Sortir de l’ombre « Eléonore est venue plusieurs fois chez nous chercher des bons alimentaires », nous explique Jessica Lopes. Pour rappel, depuis avril 2020, l’Asti a mis en place un programme d’aide alimentaire pour les personnes en situation de séjour irrégulier. Car depuis la crise sanitaire, la plupart des sans-papiers ont perdu leur travail précaire dans l’Horeca. D’un jour à l’autre, ils se sont retrouvés sans revenus. L’Asti a été l’un des rares lieux où ces personnes ont trouvé un minimum de solidarité tout en étant exclues de l’aide sociale.

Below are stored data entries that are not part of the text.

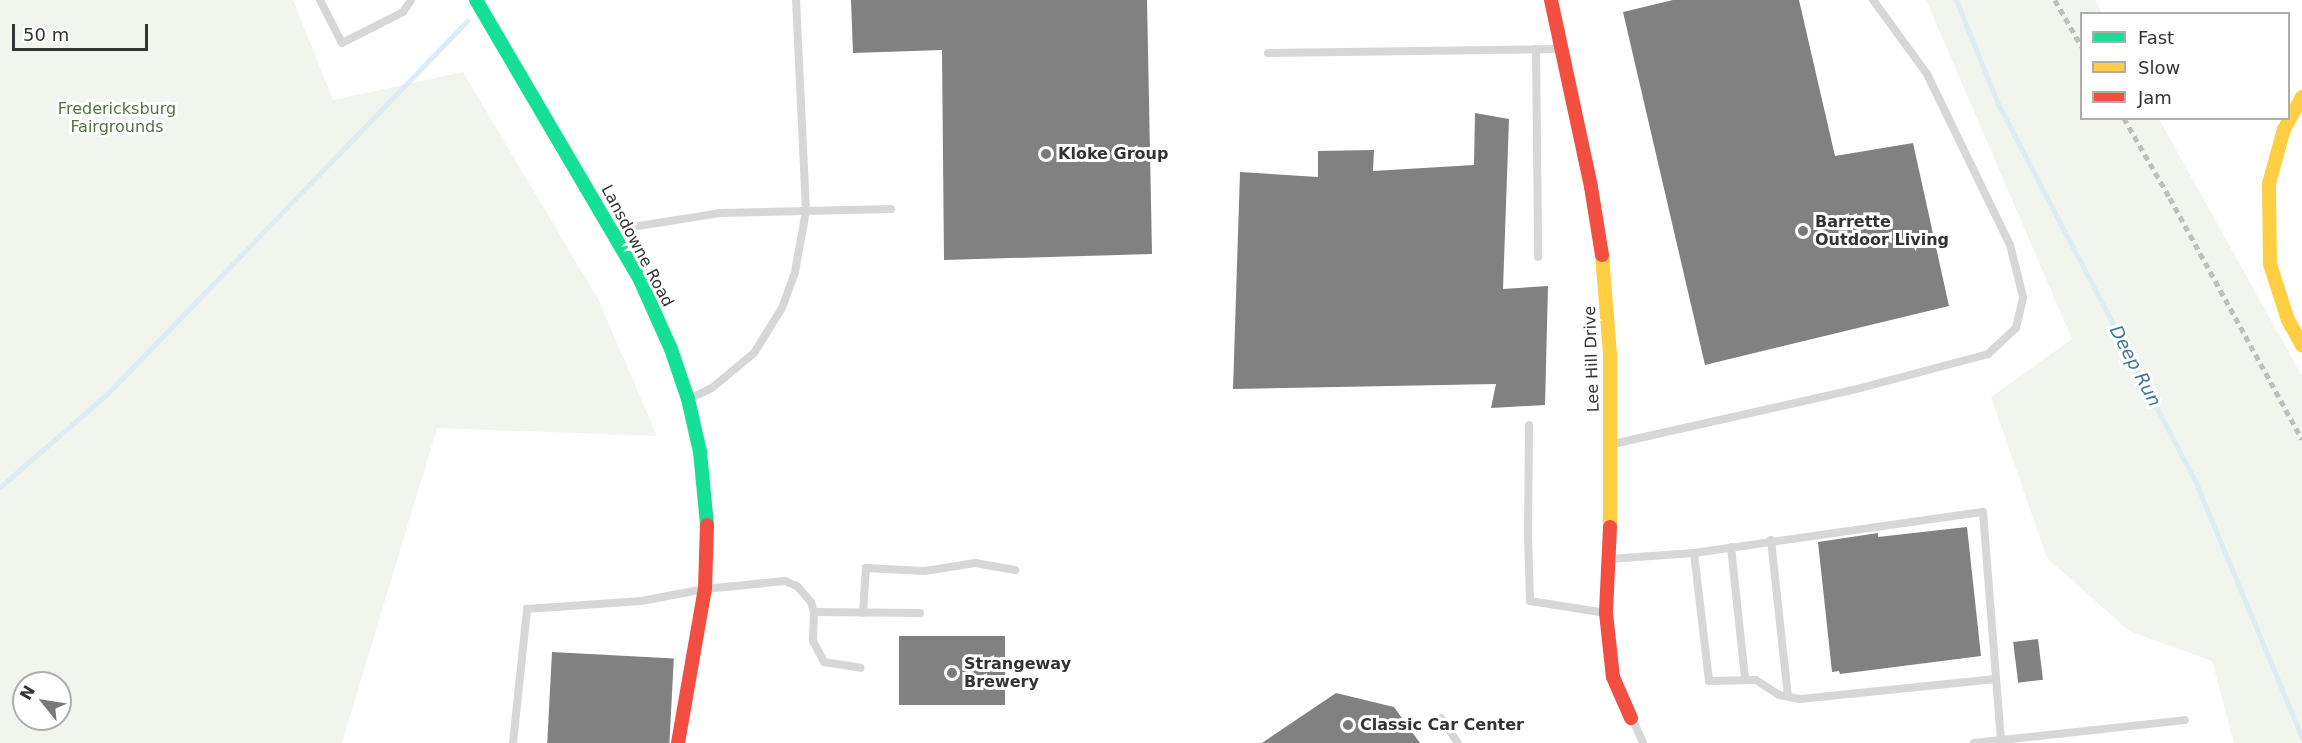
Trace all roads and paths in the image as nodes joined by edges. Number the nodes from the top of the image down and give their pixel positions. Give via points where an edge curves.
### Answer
1 (320, 0) edge
2 (411, 0) edge
3 (476, 0) edge
4 (796, 0) edge
5 (1551, 0) edge
6 (1873, 0) edge
7 (1562, 49) junction
8 (1536, 50) junction
9 (1268, 53) dead end
10 (2302, 97) edge
11 (2290, 118) edge
12 (2289, 120) edge
13 (891, 209) dead end
14 (806, 211) junction
15 (612, 230) junction
16 (1538, 257) dead end
17 (2302, 345) edge
18 (688, 399) junction
19 (1529, 425) dead end
20 (1610, 444) junction
21 (1771, 540) junction
22 (1731, 547) junction
23 (1694, 553) junction
24 (1609, 560) junction
25 (1015, 570) dead end
26 (705, 589) junction
27 (814, 612) junction
28 (863, 613) junction
29 (920, 613) dead end
30 (1606, 613) junction
31 (861, 668) dead end
32 (1745, 678) junction
33 (1996, 679) junction
34 (1788, 696) junction
35 (1441, 718) dead end
36 (1631, 718) joint
37 (2185, 720) dead end
38 (2001, 740) junction
39 (513, 743) edge
40 (678, 743) edge
41 (1458, 743) edge
42 (1643, 743) edge
43 (1974, 743) edge

1 - 2 lane via 342,43 403,12
3 - 15 street, Lansdowne Road
4 - 14 lane
5 - 7 street, Lee Hill Drive
6 - 20 lane via 1927,74 2010,245 2023,297 2016,328 1988,354 1853,390
7 - 8 lane
7 - 20 street, Lee Hill Drive via 1602,256 1611,355
8 - 9 lane
8 - 16 lane
10 - 11 street
12 - 17 street via 2269,184 2270,264 2288,320
13 - 14 lane
14 - 15 lane via 720,213
14 - 18 lane via 795,272 770,332 734,372
15 - 18 street, Lansdowne Road via 640,280
18 - 26 street, Lansdowne Road via 706,501
19 - 30 lane via 1530,601
20 - 24 street, Lee Hill Drive
21 - 22 lane
21 - 33 lane via 1983,512
21 - 34 lane
22 - 23 lane
22 - 32 lane
23 - 24 lane
23 - 32 lane via 1709,681
24 - 30 street, Lee Hill Drive
25 - 28 lane via 975,563 925,571 866,568
26 - 27 lane via 785,581 806,594
26 - 39 lane via 641,601 527,609
26 - 40 street, Lansdowne Road
27 - 28 lane
27 - 31 lane via 813,641 824,662
28 - 29 lane
30 - 36 street, Lee Hill Drive via 1613,677
32 - 34 lane
33 - 34 lane via 1800,699
33 - 38 lane
35 - 41 lane
36 - 42 lane
37 - 38 lane
38 - 43 lane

« Un jour, je m’aperçois qu’elle a l’air triste. Je lui demande comment elle va ? », enchaîne l’assistante sociale de l’Asti. « Là, Éléonore me dévoile qu’elle travaille dans un café, situé à Rumelange, où elle est très mal rémunérée. Et cela faisait plus d’un mois qu’elle n’avait pas été payée. Elle me décrit qu’elle est exploitée (non-respect des règles du code du travail, temps de repos hebdomadaires inexistants, etc.) Son employeur prolongeait ses abus de pouvoir en lui faisant des remarques déplacées, en se livrant à du harcèlement et des attouchements sexuels. Devant son refus d’être maltraitée, l’employeur lui a répondu : ‘Les Brésiliennes, c’est quand même toutes des prostituées.’ » Aussi effroyable soit-il, le récit d’Éléonore n’a pas surpris Jessica Lopes. « Je n’ai pas été étonnée parce que, à l’Asti, nous voyons que ce genre d’abus concernant les personnes en séjour irrégulier, c’est, hélas, la norme… », regrette l’assistante sociale. « Vous savez, Il y a deux types d’employeurs qui engagent des sans-papiers. Celui qui veut vraiment aider la personne et cherchera même à la faire régulariser. C’est une petite minorité. Et puis, la grande majorité, ces employeurs qui cherchent de la main d’œuvre pas cher et qui - du fait de son statut irrégulier - ne se plaindra jamais. »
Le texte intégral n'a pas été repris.